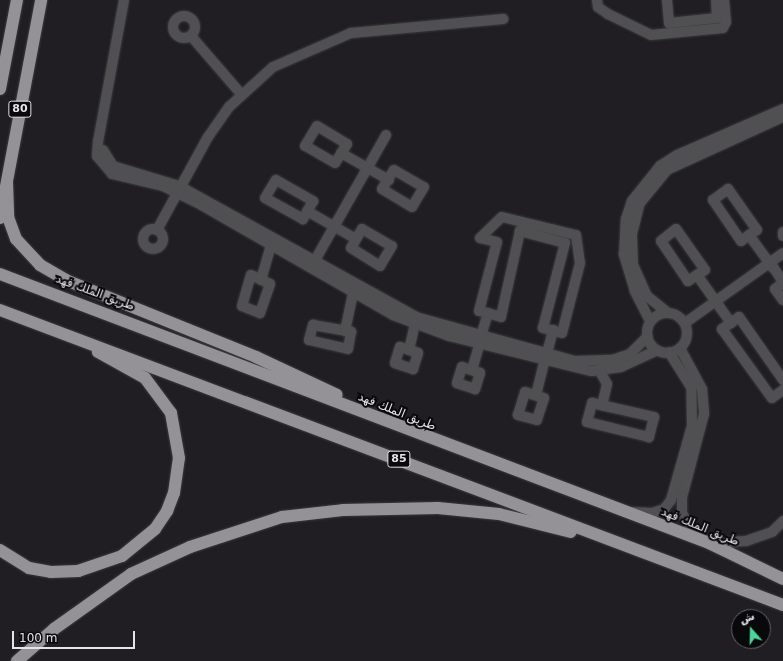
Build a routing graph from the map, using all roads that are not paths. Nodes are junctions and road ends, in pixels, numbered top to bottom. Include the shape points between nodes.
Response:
1 (40, 0) edge
2 (124, 0) edge
3 (131, 0) edge
4 (597, 0) edge
5 (667, 0) edge
6 (716, 0) edge
7 (724, 0) edge
8 (16, 3) edge
9 (503, 18) dead end
10 (191, 36) dead end
11 (0, 57) edge
12 (0, 89) edge
13 (240, 94) junction
14 (783, 109) edge
15 (783, 117) edge
16 (386, 135) dead end
17 (341, 153) dead end
18 (368, 168) junction
19 (388, 180) dead end
20 (7, 182) junction
21 (177, 189) junction
22 (307, 211) junction
23 (0, 218) edge
24 (334, 227) junction
25 (157, 230) dead end
26 (783, 232) edge
27 (749, 235) junction
28 (783, 236) edge
29 (356, 239) dead end
30 (271, 245) junction
31 (783, 253) edge
32 (314, 262) junction
33 (770, 264) junction
34 (0, 274) edge
35 (697, 275) junction
36 (261, 280) dead end
37 (783, 283) edge
38 (353, 293) junction
39 (716, 300) junction
40 (783, 300) edge
41 (0, 310) edge
42 (488, 313) junction
43 (668, 313) junction
44 (650, 321) junction
45 (34, 322) junction
46 (685, 323) junction
47 (731, 323) junction
48 (415, 325) junction
49 (553, 330) junction
50 (345, 331) dead end
51 (648, 336) junction
52 (480, 340) junction
53 (680, 348) junction
54 (409, 350) dead end
55 (658, 350) junction
56 (669, 352) junction
57 (545, 357) junction
58 (472, 370) dead end
59 (599, 370) junction
60 (783, 380) edge
61 (783, 390) edge
62 (536, 395) dead end
63 (602, 405) junction
64 (444, 445) junction
65 (621, 512) junction
66 (783, 521) edge
67 (709, 543) junction
68 (0, 550) edge
69 (661, 558) junction
70 (780, 577) edge
71 (783, 605) edge
72 (17, 661) edge

1 - 20 highway, 80
2 - 21 street via 98,156 112,174
3 - 21 street via 104,141 105,157 113,166
4 - 7 street via 598,7 608,14 651,35 723,28 726,22
5 - 6 street via 669,23 717,18
8 - 11 highway
8 - 12 highway, 80
9 - 13 street via 351,33 274,67
10 - 13 street
13 - 21 street via 208,137
14 - 44 street via 677,155 660,166 632,201 626,219 624,254 635,291
15 - 43 street via 667,170 640,203 632,234 633,265 647,296
16 - 18 street
17 - 18 street
18 - 19 street
18 - 24 street
20 - 23 highway, 80
20 - 64 highway via 8,217 16,238 27,253 54,273 256,357
21 - 25 street
21 - 30 street
21 - 32 street
22 - 22 street via 303,219 266,198 276,180 313,201
22 - 24 street
24 - 29 street
24 - 32 street
26 - 28 street
27 - 27 street via 741,241 713,200 728,189 757,230
27 - 33 street
30 - 36 street
30 - 38 street
31 - 33 street
32 - 52 street via 416,317
33 - 37 street
33 - 39 street
34 - 64 highway, طريق الملك فهد / 85
35 - 35 street via 688,281 661,240 676,229 705,270
35 - 39 street
37 - 40 street via 775,289
38 - 48 street
38 - 50 street
39 - 46 street
39 - 47 street
41 - 45 highway, 85
42 - 49 street via 501,317 520,231 565,243 543,328
42 - 49 street via 479,311 497,242 480,238 502,217 576,235 580,263 562,333
42 - 52 street
43 - 44 street via 660,313
43 - 46 street via 673,313
44 - 51 street
45 - 68 highway via 131,368 145,378 171,413 177,434 178,475 167,511 155,528 132,549 102,565 51,572 29,568
45 - 69 highway, 85
46 - 53 street via 688,332
47 - 60 street via 740,317
47 - 61 street via 722,329 772,398
48 - 52 street
48 - 54 street
49 - 57 street
51 - 55 street
51 - 57 street via 630,354 594,363
52 - 57 street
52 - 58 street
53 - 56 street
53 - 67 street via 702,389 704,414 682,497 682,513 691,529
55 - 56 street
55 - 59 street via 621,366
56 - 65 street via 691,387 694,404 692,426 671,500 664,509 652,513
57 - 59 street via 573,369
57 - 62 street
59 - 63 street via 606,384
63 - 63 street via 592,403 587,422 649,437 654,417
64 - 65 highway, طريق الملك فهد / 85
65 - 67 highway, طريق الملك فهد / 85
66 - 67 street via 772,532 758,537
67 - 70 highway, طريق الملك فهد / 85
69 - 71 highway, 85
69 - 72 highway via 499,514 395,507 282,517 190,547 131,574 54,629

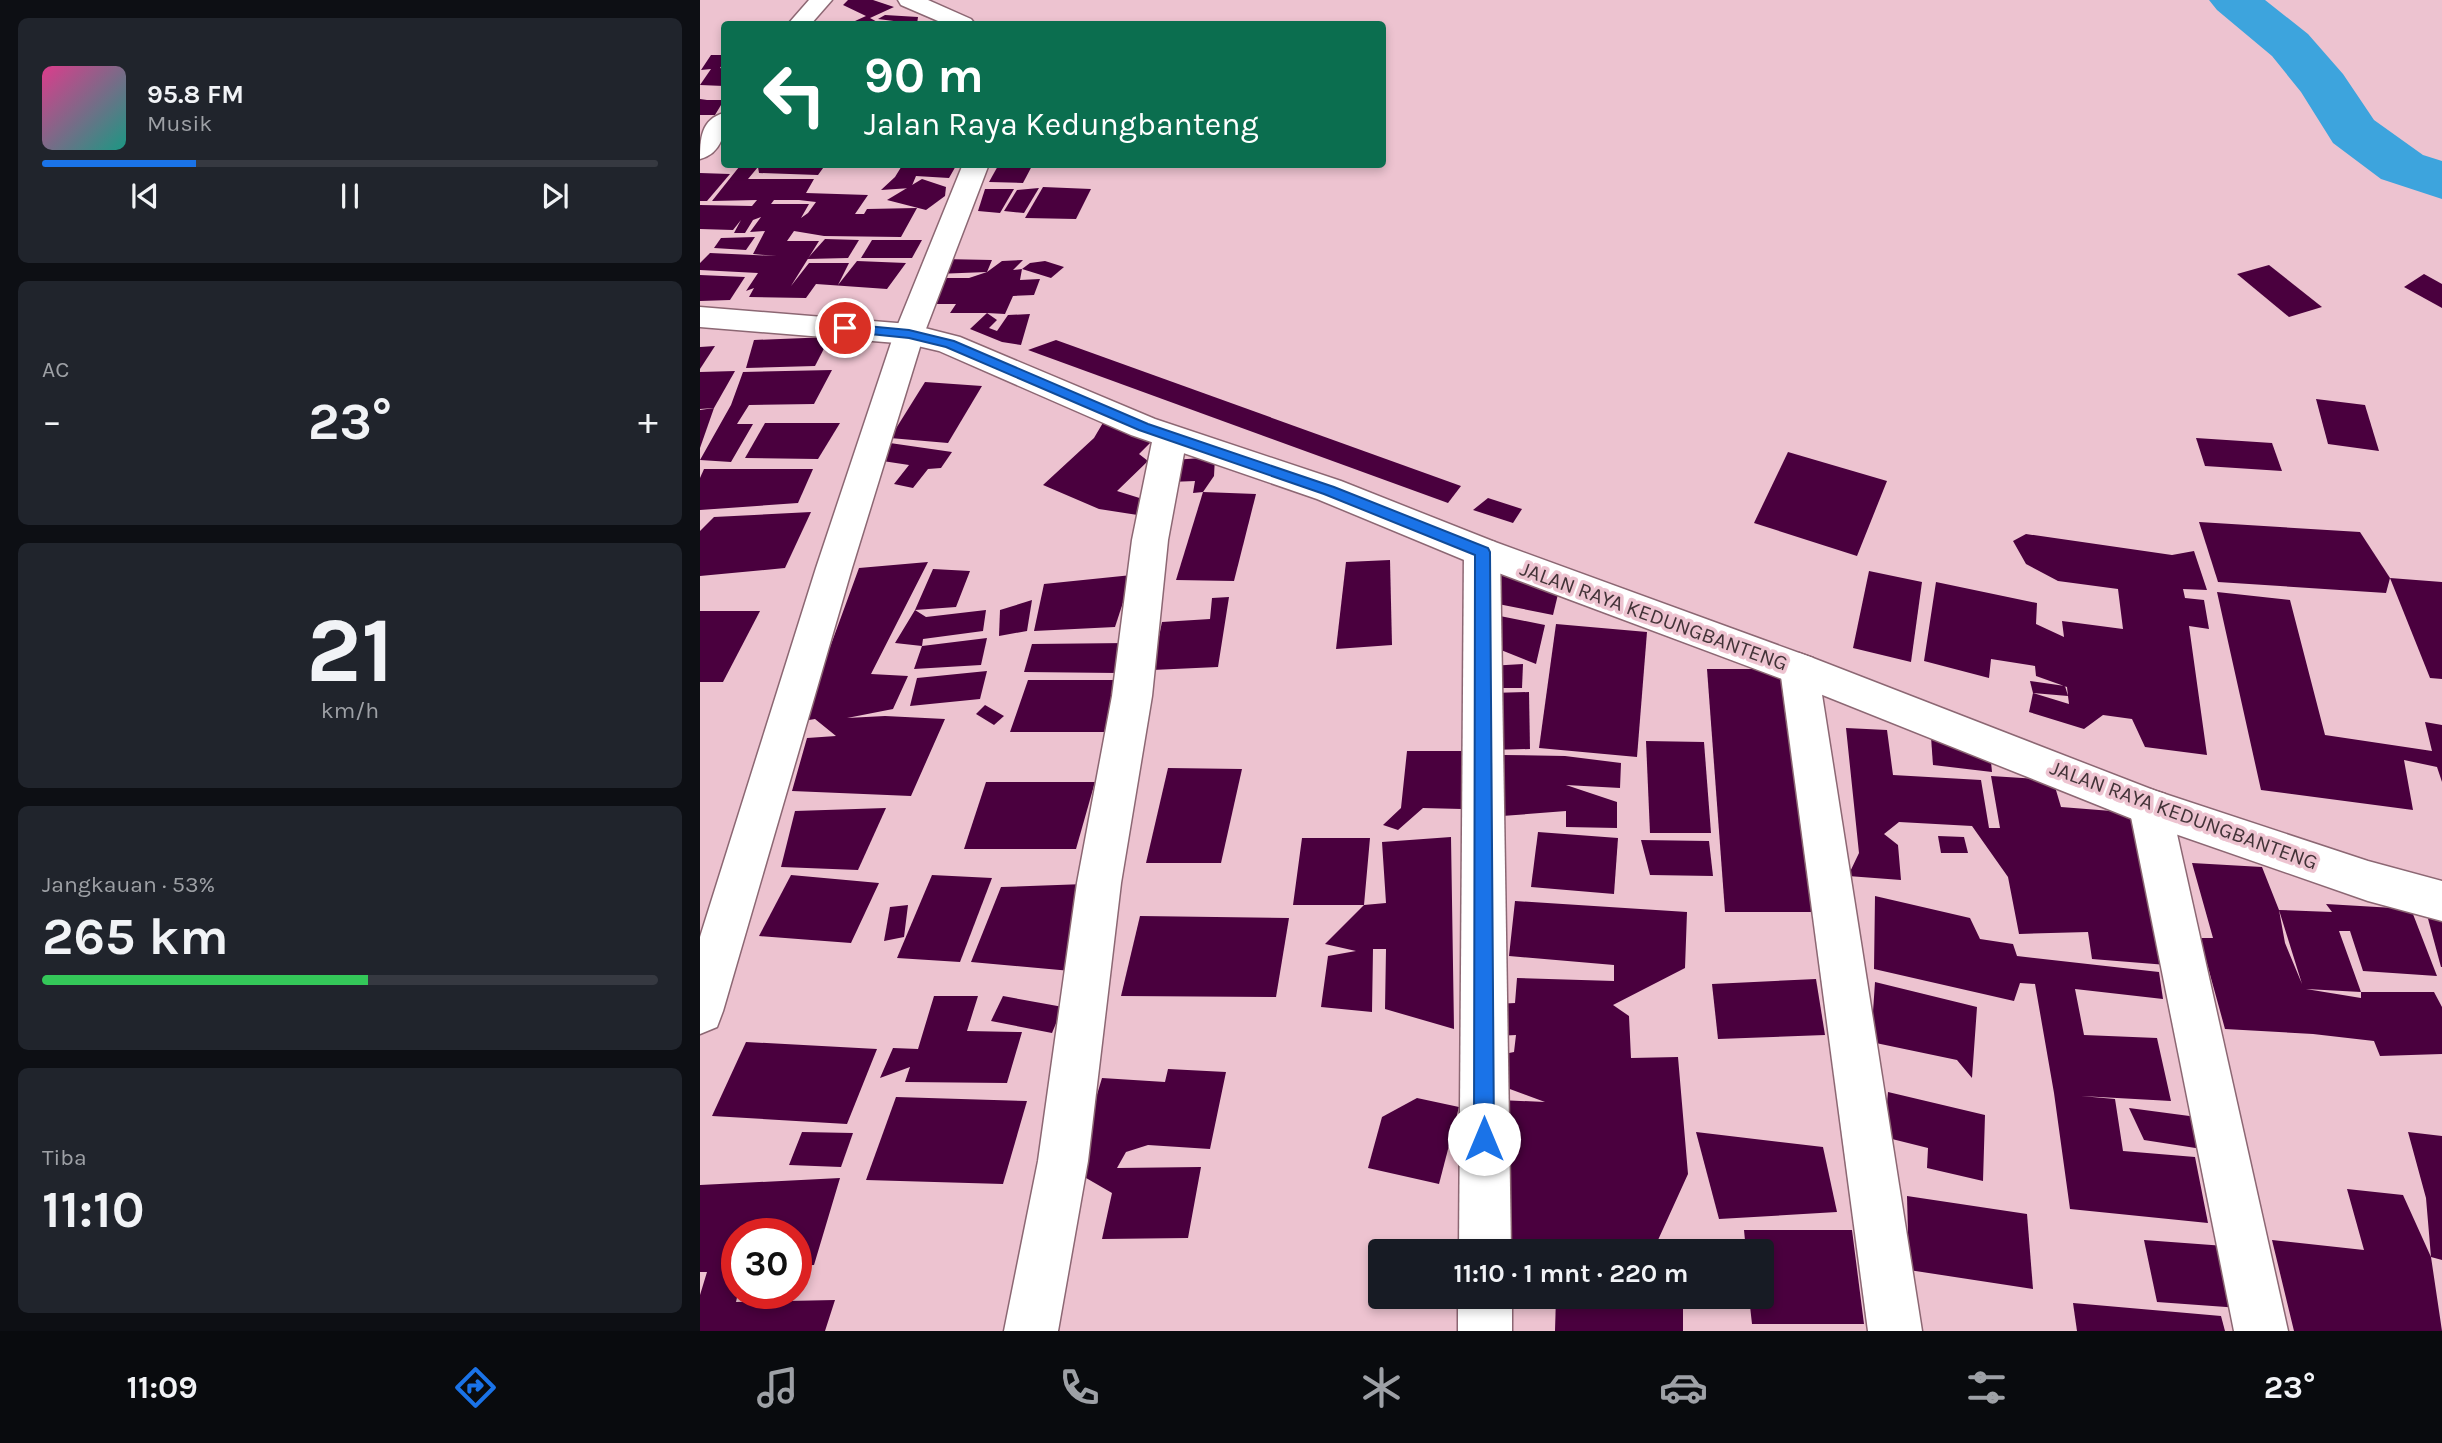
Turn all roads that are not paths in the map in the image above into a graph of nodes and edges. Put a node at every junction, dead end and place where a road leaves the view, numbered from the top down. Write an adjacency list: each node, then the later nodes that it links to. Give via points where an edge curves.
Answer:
1 (821, 0): 3 (street)
2 (909, 0): 4 (street)
3 (802, 21)
4 (956, 21)
5 (721, 125): 6 (street)
6 (700, 151)
7 (974, 168): 9 (street)
8 (700, 317): 9 (street, JALAN RAYA KEDUNGBANTENG)
9 (909, 334): 10 (street, JALAN RAYA KEDUNGBANTENG, via 949,344); 15 (street)
10 (1170, 437): 11 (street, JALAN RAYA KEDUNGBANTENG, via 1329,490); 18 (street, via 1150,540 1132,696 1099,883 1063,1161)
11 (1482, 552): 12 (street, JALAN RAYA KEDUNGBANTENG); 16 (street)
12 (1799, 669): 13 (street, JALAN RAYA KEDUNGBANTENG); 20 (street)
13 (2150, 807): 14 (street, JALAN RAYA KEDUNGBANTENG, via 2368,881); 21 (street)
14 (2442, 901)
15 (700, 1011)
16 (1485, 1239)
17 (1485, 1309): 19 (street)
18 (1031, 1331)
19 (1485, 1331)
20 (1895, 1331)
21 (2261, 1331)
--------------------------------
ASSIGNED TASK →
What lines in the data include the string "roads"? Copy each one.

OUTPUT FOR THIS TASK →
Build a routing graph from the map, using all roads that are not paths. Nodes are junctions and road ends, in pixels, numbered top to bottom. Include the shape points between nodes.
Turn all roads that are not paths in the map in the image above into a graph of nodes and edges. Put a node at every junction, dead end and place where a road leaves the view, numbered from the top down. Write an adjacency list: each node, then the later nodes that it links to. Give via points where an edge curves.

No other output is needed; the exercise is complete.